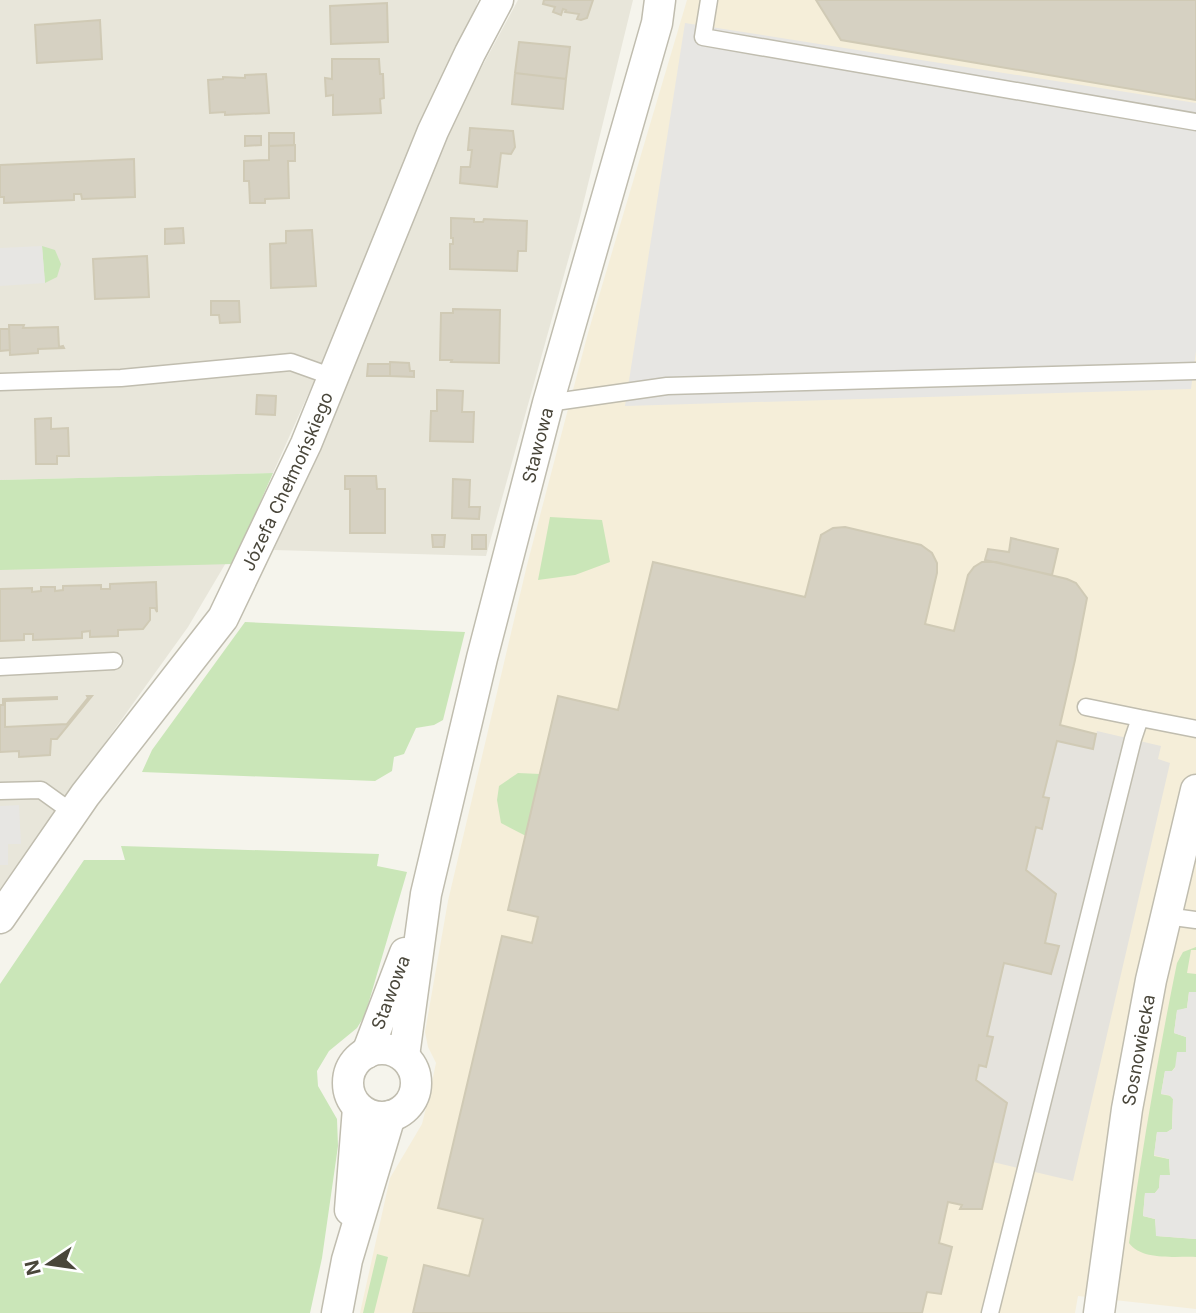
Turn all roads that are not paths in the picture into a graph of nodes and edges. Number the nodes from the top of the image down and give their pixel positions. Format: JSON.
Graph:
{"nodes":[{"id":1,"x":498,"y":0,"type":"edge"},
{"id":2,"x":660,"y":0,"type":"edge"},
{"id":3,"x":709,"y":0,"type":"edge"},
{"id":4,"x":1196,"y":122,"type":"edge"},
{"id":5,"x":1196,"y":371,"type":"edge"},
{"id":6,"x":333,"y":377,"type":"junction"},
{"id":7,"x":0,"y":382,"type":"edge"},
{"id":8,"x":548,"y":403,"type":"junction"},
{"id":9,"x":114,"y":661,"type":"dead end"},
{"id":10,"x":0,"y":667,"type":"edge"},
{"id":11,"x":1086,"y":707,"type":"dead end"},
{"id":12,"x":1140,"y":718,"type":"junction"},
{"id":13,"x":1196,"y":729,"type":"edge"},
{"id":14,"x":1196,"y":790,"type":"edge"},
{"id":15,"x":0,"y":791,"type":"edge"},
{"id":16,"x":73,"y":813,"type":"junction"},
{"id":17,"x":426,"y":894,"type":"junction"},
{"id":18,"x":1166,"y":916,"type":"junction"},
{"id":19,"x":0,"y":918,"type":"edge"},
{"id":20,"x":1196,"y":920,"type":"edge"},
{"id":21,"x":367,"y":1052,"type":"junction"},
{"id":22,"x":404,"y":1056,"type":"junction"},
{"id":23,"x":358,"y":1108,"type":"junction"},
{"id":24,"x":390,"y":1116,"type":"junction"},
{"id":25,"x":348,"y":1260,"type":"junction"},
{"id":26,"x":337,"y":1313,"type":"edge"},
{"id":27,"x":990,"y":1313,"type":"edge"},
{"id":28,"x":1099,"y":1313,"type":"edge"}],
"edges":[{"from":1,"to":6,"type":"street","name":"Józefa Chełmońskiego"},
{"from":2,"to":8,"type":"street","name":"Stawowa"},
{"from":3,"to":4,"type":"lane"},
{"from":5,"to":8,"type":"lane"},
{"from":6,"to":7,"type":"lane"},
{"from":6,"to":16,"type":"street","name":"Józefa Chełmońskiego"},
{"from":8,"to":17,"type":"street","name":"Stawowa"},
{"from":9,"to":10,"type":"lane"},
{"from":11,"to":12,"type":"lane"},
{"from":12,"to":13,"type":"lane"},
{"from":12,"to":27,"type":"lane"},
{"from":14,"to":18,"type":"street","name":"Sosnowiecka"},
{"from":15,"to":16,"type":"lane"},
{"from":16,"to":19,"type":"street","name":"Józefa Chełmońskiego"},
{"from":17,"to":21,"type":"street","name":"Stawowa"},
{"from":17,"to":22,"type":"street","name":"Stawowa"},
{"from":18,"to":20,"type":"lane"},
{"from":18,"to":28,"type":"street","name":"Sosnowiecka"},
{"from":21,"to":22,"type":"street","name":"Stawowa"},
{"from":21,"to":23,"type":"street","name":"Stawowa"},
{"from":22,"to":24,"type":"street","name":"Stawowa"},
{"from":23,"to":24,"type":"street"},
{"from":23,"to":25,"type":"street","name":"Stawowa"},
{"from":24,"to":25,"type":"street","name":"Stawowa"},
{"from":25,"to":26,"type":"street","name":"Stawowa"}]}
######
▶ **YOUR ASSIGNMENT**
Give back the listing word for word, minus its images.

▶ **RESPONSE TO THE EXERCISE**
Turn all roads that are not paths in the picture into a graph of nodes and edges. Number the nodes from the top of the image down and give their pixel positions. Format: JSON.
Graph:
{"nodes":[{"id":1,"x":498,"y":0,"type":"edge"},
{"id":2,"x":660,"y":0,"type":"edge"},
{"id":3,"x":709,"y":0,"type":"edge"},
{"id":4,"x":1196,"y":122,"type":"edge"},
{"id":5,"x":1196,"y":371,"type":"edge"},
{"id":6,"x":333,"y":377,"type":"junction"},
{"id":7,"x":0,"y":382,"type":"edge"},
{"id":8,"x":548,"y":403,"type":"junction"},
{"id":9,"x":114,"y":661,"type":"dead end"},
{"id":10,"x":0,"y":667,"type":"edge"},
{"id":11,"x":1086,"y":707,"type":"dead end"},
{"id":12,"x":1140,"y":718,"type":"junction"},
{"id":13,"x":1196,"y":729,"type":"edge"},
{"id":14,"x":1196,"y":790,"type":"edge"},
{"id":15,"x":0,"y":791,"type":"edge"},
{"id":16,"x":73,"y":813,"type":"junction"},
{"id":17,"x":426,"y":894,"type":"junction"},
{"id":18,"x":1166,"y":916,"type":"junction"},
{"id":19,"x":0,"y":918,"type":"edge"},
{"id":20,"x":1196,"y":920,"type":"edge"},
{"id":21,"x":367,"y":1052,"type":"junction"},
{"id":22,"x":404,"y":1056,"type":"junction"},
{"id":23,"x":358,"y":1108,"type":"junction"},
{"id":24,"x":390,"y":1116,"type":"junction"},
{"id":25,"x":348,"y":1260,"type":"junction"},
{"id":26,"x":337,"y":1313,"type":"edge"},
{"id":27,"x":990,"y":1313,"type":"edge"},
{"id":28,"x":1099,"y":1313,"type":"edge"}],
"edges":[{"from":1,"to":6,"type":"street","name":"Józefa Chełmońskiego"},
{"from":2,"to":8,"type":"street","name":"Stawowa"},
{"from":3,"to":4,"type":"lane"},
{"from":5,"to":8,"type":"lane"},
{"from":6,"to":7,"type":"lane"},
{"from":6,"to":16,"type":"street","name":"Józefa Chełmońskiego"},
{"from":8,"to":17,"type":"street","name":"Stawowa"},
{"from":9,"to":10,"type":"lane"},
{"from":11,"to":12,"type":"lane"},
{"from":12,"to":13,"type":"lane"},
{"from":12,"to":27,"type":"lane"},
{"from":14,"to":18,"type":"street","name":"Sosnowiecka"},
{"from":15,"to":16,"type":"lane"},
{"from":16,"to":19,"type":"street","name":"Józefa Chełmońskiego"},
{"from":17,"to":21,"type":"street","name":"Stawowa"},
{"from":17,"to":22,"type":"street","name":"Stawowa"},
{"from":18,"to":20,"type":"lane"},
{"from":18,"to":28,"type":"street","name":"Sosnowiecka"},
{"from":21,"to":22,"type":"street","name":"Stawowa"},
{"from":21,"to":23,"type":"street","name":"Stawowa"},
{"from":22,"to":24,"type":"street","name":"Stawowa"},
{"from":23,"to":24,"type":"street"},
{"from":23,"to":25,"type":"street","name":"Stawowa"},
{"from":24,"to":25,"type":"street","name":"Stawowa"},
{"from":25,"to":26,"type":"street","name":"Stawowa"}]}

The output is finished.